Tegan and Sara inspire confidence and excitement for new album and new era
Tegan and Sara
The Teragram Ballrom – Los Angeles, CA – 5.3.2016
Photo Credit: Kyle B. Smith | mxdwn.com
Due to the significant change in style in their latest album Heartthrob (2013), many Tegan and Sara fans, myself included, have waited for Love You To Death (LY2D) with nervous anticipation.
That anticipation was palpable Tuesday night inside the Teragram Ballroom. The small LA venue is known for its indie acts and intimate setting, and it was stop number two of four shows that Tegan and Sara are performing before their big release date. Fans and longtime confidants of the band members were gathered to witness a new era in Tegan and Sara lore be born. And they were not disappointed.
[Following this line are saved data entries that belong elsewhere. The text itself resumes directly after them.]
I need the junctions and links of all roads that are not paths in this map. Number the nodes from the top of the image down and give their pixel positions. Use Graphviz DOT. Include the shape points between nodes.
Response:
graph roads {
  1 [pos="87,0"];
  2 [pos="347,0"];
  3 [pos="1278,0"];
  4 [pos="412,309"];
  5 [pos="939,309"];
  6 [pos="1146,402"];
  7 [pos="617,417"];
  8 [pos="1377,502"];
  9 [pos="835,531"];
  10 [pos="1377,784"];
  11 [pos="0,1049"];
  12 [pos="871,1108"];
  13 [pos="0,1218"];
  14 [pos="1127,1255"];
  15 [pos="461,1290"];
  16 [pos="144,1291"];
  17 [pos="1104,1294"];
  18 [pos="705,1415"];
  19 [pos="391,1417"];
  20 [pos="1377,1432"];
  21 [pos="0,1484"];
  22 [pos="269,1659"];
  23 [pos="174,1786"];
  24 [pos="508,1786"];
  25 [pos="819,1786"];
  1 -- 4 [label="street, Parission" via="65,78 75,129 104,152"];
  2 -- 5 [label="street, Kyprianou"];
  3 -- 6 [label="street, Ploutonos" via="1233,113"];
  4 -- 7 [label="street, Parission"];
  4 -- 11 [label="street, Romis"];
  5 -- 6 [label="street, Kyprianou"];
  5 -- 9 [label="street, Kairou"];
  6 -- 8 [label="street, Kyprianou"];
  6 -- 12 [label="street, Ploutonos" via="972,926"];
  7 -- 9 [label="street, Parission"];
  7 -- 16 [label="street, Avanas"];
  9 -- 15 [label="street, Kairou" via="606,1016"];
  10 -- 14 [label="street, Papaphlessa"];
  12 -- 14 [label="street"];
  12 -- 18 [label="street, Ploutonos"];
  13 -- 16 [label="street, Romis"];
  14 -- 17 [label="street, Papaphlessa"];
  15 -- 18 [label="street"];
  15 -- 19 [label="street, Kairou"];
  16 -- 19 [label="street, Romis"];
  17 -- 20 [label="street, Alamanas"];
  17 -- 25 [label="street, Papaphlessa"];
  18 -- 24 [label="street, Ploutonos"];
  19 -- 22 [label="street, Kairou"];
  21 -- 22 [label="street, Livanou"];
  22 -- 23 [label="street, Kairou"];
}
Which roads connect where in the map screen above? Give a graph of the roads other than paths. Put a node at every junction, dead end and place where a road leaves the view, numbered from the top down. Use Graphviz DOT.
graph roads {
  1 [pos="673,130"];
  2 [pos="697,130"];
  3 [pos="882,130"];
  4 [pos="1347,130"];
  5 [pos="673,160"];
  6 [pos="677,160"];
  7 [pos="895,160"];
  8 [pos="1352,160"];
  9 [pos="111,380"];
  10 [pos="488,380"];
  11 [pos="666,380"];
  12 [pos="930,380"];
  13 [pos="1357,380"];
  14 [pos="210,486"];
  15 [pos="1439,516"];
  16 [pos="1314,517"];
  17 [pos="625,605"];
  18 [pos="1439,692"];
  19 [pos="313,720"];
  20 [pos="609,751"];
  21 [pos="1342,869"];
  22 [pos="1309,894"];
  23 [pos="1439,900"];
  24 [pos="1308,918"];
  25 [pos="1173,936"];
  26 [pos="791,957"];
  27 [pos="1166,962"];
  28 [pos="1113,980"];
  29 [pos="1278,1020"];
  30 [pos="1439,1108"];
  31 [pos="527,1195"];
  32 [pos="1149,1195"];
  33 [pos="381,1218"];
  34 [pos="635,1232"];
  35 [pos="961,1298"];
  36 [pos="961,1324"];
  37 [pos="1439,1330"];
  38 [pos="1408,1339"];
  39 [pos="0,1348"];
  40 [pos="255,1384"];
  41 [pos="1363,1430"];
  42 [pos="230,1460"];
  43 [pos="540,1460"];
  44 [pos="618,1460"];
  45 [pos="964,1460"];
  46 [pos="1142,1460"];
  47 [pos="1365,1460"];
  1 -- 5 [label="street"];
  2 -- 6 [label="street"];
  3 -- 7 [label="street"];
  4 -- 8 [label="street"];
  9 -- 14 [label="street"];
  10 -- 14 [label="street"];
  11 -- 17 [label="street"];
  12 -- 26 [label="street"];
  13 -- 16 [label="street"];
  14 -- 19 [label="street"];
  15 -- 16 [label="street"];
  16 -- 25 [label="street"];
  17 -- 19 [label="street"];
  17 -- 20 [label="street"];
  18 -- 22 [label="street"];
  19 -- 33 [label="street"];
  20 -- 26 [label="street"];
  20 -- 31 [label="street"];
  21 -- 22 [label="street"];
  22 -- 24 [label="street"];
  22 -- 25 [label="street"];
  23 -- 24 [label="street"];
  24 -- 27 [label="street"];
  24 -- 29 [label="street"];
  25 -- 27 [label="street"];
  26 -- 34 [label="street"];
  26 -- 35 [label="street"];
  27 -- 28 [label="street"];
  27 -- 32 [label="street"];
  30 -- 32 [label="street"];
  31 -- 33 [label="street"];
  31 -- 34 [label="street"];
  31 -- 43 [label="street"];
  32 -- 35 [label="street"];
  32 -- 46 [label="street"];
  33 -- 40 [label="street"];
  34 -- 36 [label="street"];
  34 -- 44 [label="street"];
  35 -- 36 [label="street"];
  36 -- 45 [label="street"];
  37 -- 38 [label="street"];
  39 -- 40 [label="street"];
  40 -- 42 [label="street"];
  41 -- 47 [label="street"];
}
If there could be two words to describe this show, it would be unapologetic and cohesive. Cohesive is a strange word choice, so I’ll explain.
The show began with two acoustic numbers, “Call It Off” and “Now I’m All Messed Up.” Only Tegan and Sara’s voices, along with a lone guitar, echoed through the Teragram theater as the audience listened, enraptured, particularly with the second track. The Heartthrob track, already minimalistic for the synth-driven album it came from, was more raw and intimate than it’s ever sounded. Despite the fact that “Call It Off” and “Now I’m All Messed Up” come from two completely different eras in the band’s career, the two songs seemed to ride the same emotional wavelength. The rawness of the lyrics were emphasized by the stripped-down acoustic arrangement, making both songs sound like they could’ve been from the same album. The choice seemed like a move to disarm the audience. This new music still seemed to be our music. The blurred lines between the old and the new continued with new synth renditions of “Living Room” and “Walking with a Ghost.” The two songs were married perfectly to the new genre, sounding freshly inspired, almost as if they were originally written in the pop context.
Four songs from the new album made it into the night’s playlist: “Boyfriend,” “U-Turn,” “100x” and “Stop Desire.” What they all have in common is simplicity of lyrics, tight song structure, and a heavy use of 80’s inspired synth. But far from being surface level, each of these songs has a rawness and intensity of emotion and honesty that is a trademark for the sisters’ music. “Boyfriend,” the front running song on the album, is a bold declaration of love and a demand for recognition. Reviewers have compared it to songs like “I Kissed a Girl” and “Cool for the Summer,” saying that “Boyfriend” is the song that empowers and gives a voice to “the other girl.” Sara sings emphatically, “I don’t want to be your secret anymore.” Hearing this song live was particularly sentimental, because the majority of the fans there already knew it word for word. “U-Turn” and “Stop Desire,” two songs where Tegan sings lead, keep the energy high with strong percussion and visual, relatable lyrics. “Stop Desire” follows a similar theme to “Boyfriend” in its unapologetic declarations saying, “I tried, but you’re fuel for my fire / You can’t stop desire.” It’s certainly one of the band’s most sensual songs to date, and the vibe of the track is reminiscent of Springsteen’s “Dancing in the Dark,” a song the band has covered on multiple tours. “100x” is vastly different from the other three singles, with a stripped down piano track to accompany Sara’s moving, emotional lyrics. Sara has said in early interviews for the album’s release that the song chronicles her and Tegan’s strained relationship during The Con era of their career, where the band came very close to breaking up. Even during the stage performance, you could hear profound pain in Sara’s voice as she sings “I was someone you loved, then I was no one at all.”
Tegan and Sara, during their famous banters, commented multiple times on this acoustic era and their newfound direction. For them, this change in style was never really a change but a coming into their own. Sara joked, “We know you like it when we play just the two of us [acoustically], but we are able to still do this because we made records that were not like this. And it’s funny how sometimes you have to do something different [pop] in order to remember how good it feels to do something you actually had learned to really hate and despise.” For them, they are no longer forced to do acoustic for every song, they can choose when they want it and when they don’t. There is an artistic freedom that they’ve never had before that now allows them to fully explore themselves as musicians.
And that freedom was tangible in their performance. Tegan and Sara have never been more confidant, lyrically honest, and driven than they are now, and as a fan, that makes me more excited about their path and their plans than I’ve ever been. Tegan and Sara are not selling out, they’re just getting started.